We’ve been watching a programme on BBC3 called ‘The noughties – was that it?” I do enjoy these retrospectives of an era; the ‘I love the 80s’ series was, to my mind, something of a nostalgia epic. Comparisons are naturally drawn as to which was the most momentous, influential, stylish, and cultural decade that really left its stamp on the years.
At present it seems difficult to put a finger on the noughties, although perhaps it’s not possible to do so while we’re still living through it. It’s almost certainly too soon for any sense of nostalgia to have developed and it’ll likely also take us a while yet to be able to define what has marked the times in which we’ve been living.
Typically for a BBC3 effort the series is rather celeb based (although perhaps also an indicator of the time in itself?) of which I can claim to hold only limited interest. Nevertheless in areas of lifestyle we can probably say we’ve seen the early stages of some technological revolutions during the noughties. At the start of the decade the internet was picking up a head of steam, yet most users still languished on dial-up and it had yet to reach across the whole age demographic.
Nowadays shopping or bidding in auctions on the internet is very much mainstream. We might still go to a bookshop, or we might just as likely go on Amazon. Looking for something hard to find? No end of people will suggest to look on Ebay. The online has not replaced the offline, which I suspect most would agree is a good thing, as both offer pros and cons, but the internet does offer potential and possibilities never before dreamt of.

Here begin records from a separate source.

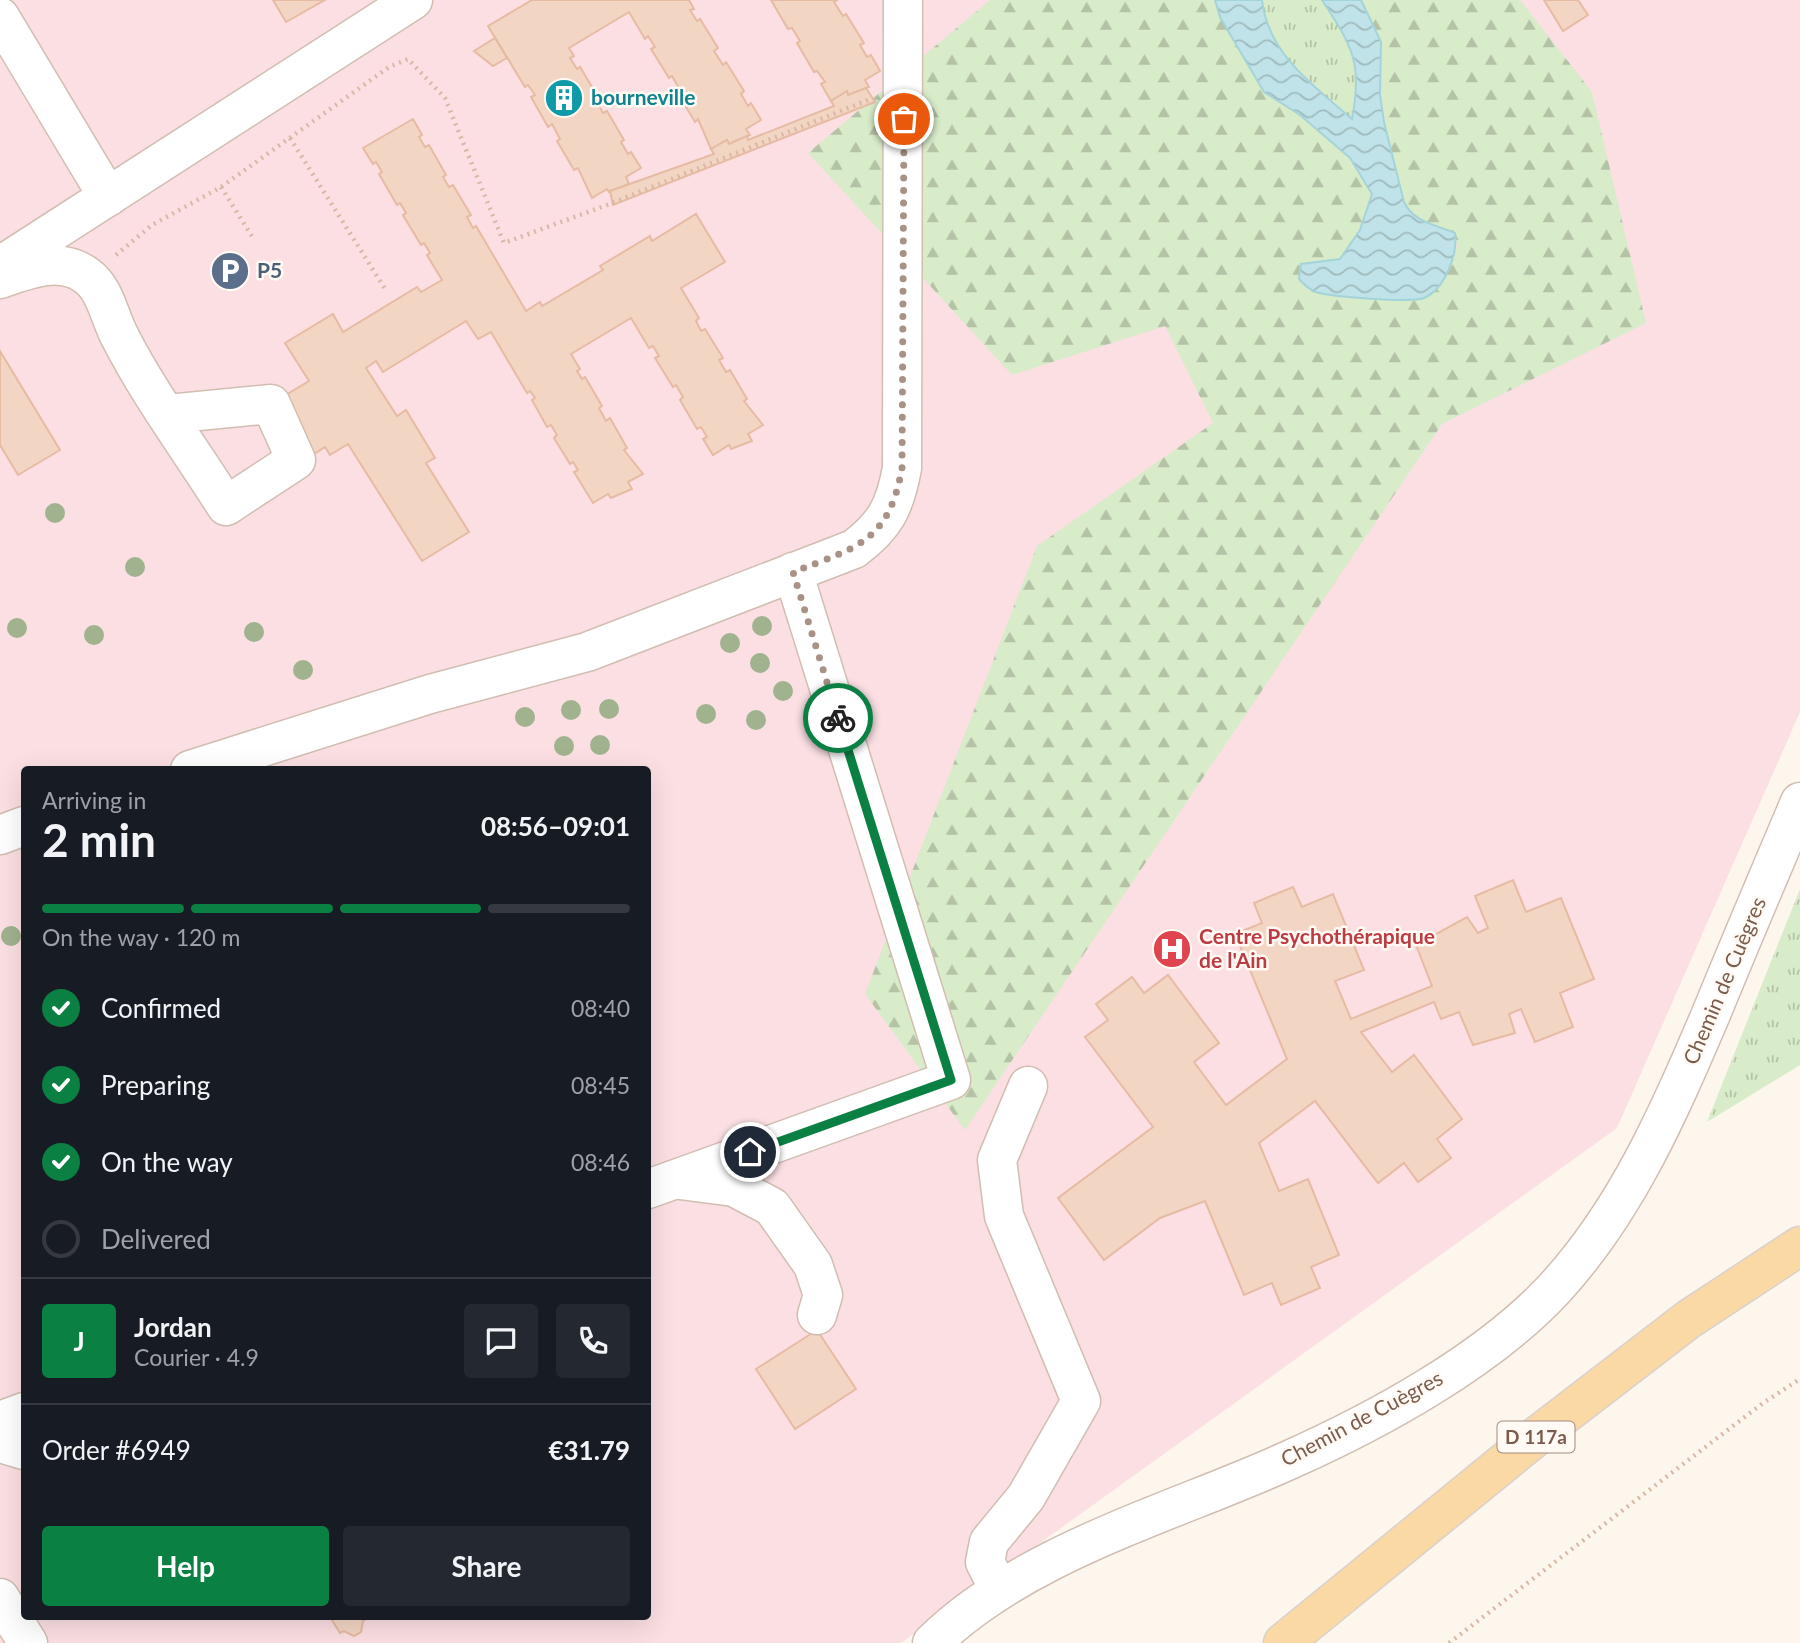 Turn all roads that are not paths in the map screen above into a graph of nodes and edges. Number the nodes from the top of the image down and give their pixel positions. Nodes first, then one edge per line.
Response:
1 (413, 0) edge
2 (903, 0) edge
3 (0, 17) edge
4 (108, 197) junction
5 (0, 266) edge
6 (0, 279) edge
7 (168, 414) dead end
8 (793, 572) junction
9 (203, 766) edge
10 (1800, 802) edge
11 (21, 827) edge
12 (0, 835) edge
13 (1028, 1086) dead end
14 (661, 1184) edge
15 (1800, 1246) edge
16 (817, 1315) dead end
17 (21, 1413) edge
18 (0, 1421) edge
19 (0, 1443) edge
20 (21, 1449) edge
21 (999, 1589) junction
22 (0, 1598) edge
23 (28, 1643) edge
24 (932, 1643) edge
25 (1283, 1643) edge

1 - 4 street
2 - 8 street
3 - 4 street
4 - 5 street
6 - 7 street
8 - 9 street
8 - 14 street
10 - 21 street, Chemin de Cuègres
11 - 12 street
13 - 21 street
14 - 16 street
15 - 25 main road, D 117a
17 - 18 street
19 - 20 street
21 - 24 street, Chemin de Cuègres
22 - 23 street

The rise of open-to-all gold mines of information such as Wikipedia and the various mapping websites has for me marked one of the greatest advances. The internet was all about the free exchange of information back in the mid-90s and although business people moved in on the turf, looking to make a buck, the likes of Wikipedia really harks back to this earlier time and yet has become an astounding success in the here and now.

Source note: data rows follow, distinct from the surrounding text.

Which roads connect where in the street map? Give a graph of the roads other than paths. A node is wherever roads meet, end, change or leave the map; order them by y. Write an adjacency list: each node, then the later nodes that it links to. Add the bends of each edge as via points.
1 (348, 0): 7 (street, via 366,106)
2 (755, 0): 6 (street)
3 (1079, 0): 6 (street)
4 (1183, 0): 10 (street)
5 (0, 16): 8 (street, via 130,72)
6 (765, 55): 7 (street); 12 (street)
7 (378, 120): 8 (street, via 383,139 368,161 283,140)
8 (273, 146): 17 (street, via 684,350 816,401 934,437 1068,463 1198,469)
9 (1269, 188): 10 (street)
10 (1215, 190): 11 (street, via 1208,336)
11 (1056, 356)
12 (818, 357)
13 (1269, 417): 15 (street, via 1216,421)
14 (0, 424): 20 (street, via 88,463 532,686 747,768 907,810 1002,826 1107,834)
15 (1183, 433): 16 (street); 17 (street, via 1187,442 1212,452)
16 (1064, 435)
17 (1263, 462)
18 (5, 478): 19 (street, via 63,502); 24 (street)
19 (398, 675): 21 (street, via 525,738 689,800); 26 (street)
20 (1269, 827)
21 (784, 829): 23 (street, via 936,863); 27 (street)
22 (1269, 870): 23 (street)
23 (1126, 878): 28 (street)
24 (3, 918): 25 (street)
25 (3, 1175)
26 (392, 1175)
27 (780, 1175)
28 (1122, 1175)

I recall in my youth wanting to know more about particular subjects, people, places, things. Aside from what may have been available in the local library you were generally out of luck. Now, irrespective of how potentially trivial the topic, it is almost certainly catered for. No longer do disputes of fact go unresolved; the answers are out there and I think this is immensely liberating and empowering for all.
In other areas though I have to wonder about the noughties. I don’t follow the music scene very closely these days but the output on the radio seems to indicate that little has moved on from the 90s. On TV we seem to have returned to 1970s talent shows, albeit very popular. I suppose only time, detachment and hindsight will tell if we’ve experienced something new in the past decade or just a continuation of older trends.